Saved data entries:

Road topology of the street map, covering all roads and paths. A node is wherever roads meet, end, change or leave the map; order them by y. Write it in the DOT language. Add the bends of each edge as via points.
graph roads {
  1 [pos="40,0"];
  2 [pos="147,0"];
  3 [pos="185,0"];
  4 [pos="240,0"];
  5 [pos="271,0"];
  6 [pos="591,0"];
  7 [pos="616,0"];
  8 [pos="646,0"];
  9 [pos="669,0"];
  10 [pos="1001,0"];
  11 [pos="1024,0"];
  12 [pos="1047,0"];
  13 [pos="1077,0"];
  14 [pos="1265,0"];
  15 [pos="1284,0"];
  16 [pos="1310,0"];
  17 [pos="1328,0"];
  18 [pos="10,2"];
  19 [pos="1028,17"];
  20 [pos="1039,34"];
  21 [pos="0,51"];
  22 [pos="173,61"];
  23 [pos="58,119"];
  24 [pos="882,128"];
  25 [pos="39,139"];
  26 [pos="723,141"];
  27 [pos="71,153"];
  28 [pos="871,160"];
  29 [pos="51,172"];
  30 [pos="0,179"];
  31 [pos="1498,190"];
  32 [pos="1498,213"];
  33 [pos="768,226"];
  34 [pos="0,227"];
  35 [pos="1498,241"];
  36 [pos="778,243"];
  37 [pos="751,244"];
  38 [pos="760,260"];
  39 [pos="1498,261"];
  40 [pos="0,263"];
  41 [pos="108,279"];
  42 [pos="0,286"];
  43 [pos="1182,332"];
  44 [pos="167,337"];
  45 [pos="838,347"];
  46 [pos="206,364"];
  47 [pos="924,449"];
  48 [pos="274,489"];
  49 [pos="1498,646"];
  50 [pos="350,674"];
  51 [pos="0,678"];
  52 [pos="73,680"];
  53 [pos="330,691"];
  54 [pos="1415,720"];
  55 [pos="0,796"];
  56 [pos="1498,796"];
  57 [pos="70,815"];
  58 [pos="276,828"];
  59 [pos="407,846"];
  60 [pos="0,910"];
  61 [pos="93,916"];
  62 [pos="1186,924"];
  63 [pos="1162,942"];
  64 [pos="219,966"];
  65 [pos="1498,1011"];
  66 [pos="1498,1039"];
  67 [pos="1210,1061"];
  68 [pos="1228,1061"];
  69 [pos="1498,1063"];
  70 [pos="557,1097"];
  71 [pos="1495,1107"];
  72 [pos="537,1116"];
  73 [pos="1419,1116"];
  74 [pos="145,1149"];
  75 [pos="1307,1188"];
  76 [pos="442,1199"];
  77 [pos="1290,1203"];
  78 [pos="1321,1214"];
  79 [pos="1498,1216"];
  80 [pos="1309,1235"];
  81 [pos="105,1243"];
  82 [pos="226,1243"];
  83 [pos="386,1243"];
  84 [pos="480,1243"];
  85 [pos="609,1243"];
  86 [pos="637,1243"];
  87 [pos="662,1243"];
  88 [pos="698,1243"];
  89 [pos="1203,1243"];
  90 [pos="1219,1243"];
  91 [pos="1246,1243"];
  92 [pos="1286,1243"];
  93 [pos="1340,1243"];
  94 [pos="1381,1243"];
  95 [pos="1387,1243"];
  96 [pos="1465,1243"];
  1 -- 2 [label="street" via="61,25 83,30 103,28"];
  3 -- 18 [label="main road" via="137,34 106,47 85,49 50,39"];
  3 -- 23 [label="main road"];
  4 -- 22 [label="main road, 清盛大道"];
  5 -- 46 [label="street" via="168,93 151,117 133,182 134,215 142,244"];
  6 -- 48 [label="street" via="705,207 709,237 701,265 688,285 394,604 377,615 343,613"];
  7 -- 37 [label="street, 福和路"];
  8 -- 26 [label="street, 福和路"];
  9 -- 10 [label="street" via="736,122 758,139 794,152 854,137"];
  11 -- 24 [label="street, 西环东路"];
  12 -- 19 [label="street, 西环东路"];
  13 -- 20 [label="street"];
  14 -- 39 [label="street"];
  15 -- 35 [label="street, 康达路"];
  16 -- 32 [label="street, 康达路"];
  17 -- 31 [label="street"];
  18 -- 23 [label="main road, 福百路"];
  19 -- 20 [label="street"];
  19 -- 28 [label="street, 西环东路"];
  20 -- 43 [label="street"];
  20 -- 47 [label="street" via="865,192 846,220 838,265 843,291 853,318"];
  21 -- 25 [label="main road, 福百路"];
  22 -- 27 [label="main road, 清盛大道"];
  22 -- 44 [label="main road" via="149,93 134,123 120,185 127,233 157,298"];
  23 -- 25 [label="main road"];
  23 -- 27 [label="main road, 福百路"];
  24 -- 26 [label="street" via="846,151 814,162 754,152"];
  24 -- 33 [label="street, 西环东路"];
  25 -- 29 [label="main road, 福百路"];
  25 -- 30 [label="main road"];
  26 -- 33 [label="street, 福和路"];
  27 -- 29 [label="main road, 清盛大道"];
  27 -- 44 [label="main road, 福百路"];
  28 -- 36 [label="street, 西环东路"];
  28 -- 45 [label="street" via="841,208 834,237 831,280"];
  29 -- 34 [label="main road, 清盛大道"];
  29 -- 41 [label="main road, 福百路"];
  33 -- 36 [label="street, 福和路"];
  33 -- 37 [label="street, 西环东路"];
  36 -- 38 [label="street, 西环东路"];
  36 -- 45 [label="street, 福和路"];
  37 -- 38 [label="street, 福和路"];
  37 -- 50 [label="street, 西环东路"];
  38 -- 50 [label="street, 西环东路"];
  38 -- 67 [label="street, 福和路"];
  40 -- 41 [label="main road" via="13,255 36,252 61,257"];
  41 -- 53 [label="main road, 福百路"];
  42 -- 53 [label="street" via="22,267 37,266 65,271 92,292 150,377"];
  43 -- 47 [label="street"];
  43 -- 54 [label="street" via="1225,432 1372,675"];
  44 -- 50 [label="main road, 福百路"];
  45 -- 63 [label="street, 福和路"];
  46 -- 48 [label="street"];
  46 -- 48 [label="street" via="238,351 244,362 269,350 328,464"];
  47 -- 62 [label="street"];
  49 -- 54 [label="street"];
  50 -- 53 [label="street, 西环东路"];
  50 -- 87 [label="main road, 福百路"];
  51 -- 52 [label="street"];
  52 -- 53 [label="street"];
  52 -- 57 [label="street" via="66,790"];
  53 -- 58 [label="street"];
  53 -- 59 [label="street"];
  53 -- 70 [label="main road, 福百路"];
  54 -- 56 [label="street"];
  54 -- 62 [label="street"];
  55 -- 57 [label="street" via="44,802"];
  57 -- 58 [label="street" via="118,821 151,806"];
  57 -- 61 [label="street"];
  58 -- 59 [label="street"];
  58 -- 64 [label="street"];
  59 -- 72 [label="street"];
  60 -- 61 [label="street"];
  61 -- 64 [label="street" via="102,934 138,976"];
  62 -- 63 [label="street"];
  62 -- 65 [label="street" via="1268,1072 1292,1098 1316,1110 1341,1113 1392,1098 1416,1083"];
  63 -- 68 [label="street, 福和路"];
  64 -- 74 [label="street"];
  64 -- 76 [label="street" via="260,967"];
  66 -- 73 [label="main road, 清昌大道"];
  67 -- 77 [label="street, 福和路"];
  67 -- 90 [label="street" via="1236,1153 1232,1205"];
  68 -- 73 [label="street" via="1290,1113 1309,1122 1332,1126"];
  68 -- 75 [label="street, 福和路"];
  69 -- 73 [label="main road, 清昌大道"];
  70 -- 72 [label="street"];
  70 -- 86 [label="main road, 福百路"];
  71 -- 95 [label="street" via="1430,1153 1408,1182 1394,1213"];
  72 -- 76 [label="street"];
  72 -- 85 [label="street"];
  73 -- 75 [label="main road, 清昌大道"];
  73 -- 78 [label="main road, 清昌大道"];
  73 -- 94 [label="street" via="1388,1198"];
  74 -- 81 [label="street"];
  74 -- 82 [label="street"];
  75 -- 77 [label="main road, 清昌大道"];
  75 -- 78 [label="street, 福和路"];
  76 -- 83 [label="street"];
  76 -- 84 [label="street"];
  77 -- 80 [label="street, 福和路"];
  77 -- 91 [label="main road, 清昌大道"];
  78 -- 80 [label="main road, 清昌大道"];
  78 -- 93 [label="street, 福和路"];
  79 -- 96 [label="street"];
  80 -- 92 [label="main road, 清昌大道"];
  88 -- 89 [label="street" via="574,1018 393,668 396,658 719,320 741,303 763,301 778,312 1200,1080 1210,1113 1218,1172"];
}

(YOUR INSTRUCTIONS): Once you have found every line above holding the word "清盛大道", copy those lines.

(SOLUTION TO THE EXERCISE):
  4 -- 22 [label="main road, 清盛大道"];
  22 -- 27 [label="main road, 清盛大道"];
  27 -- 29 [label="main road, 清盛大道"];
  29 -- 34 [label="main road, 清盛大道"];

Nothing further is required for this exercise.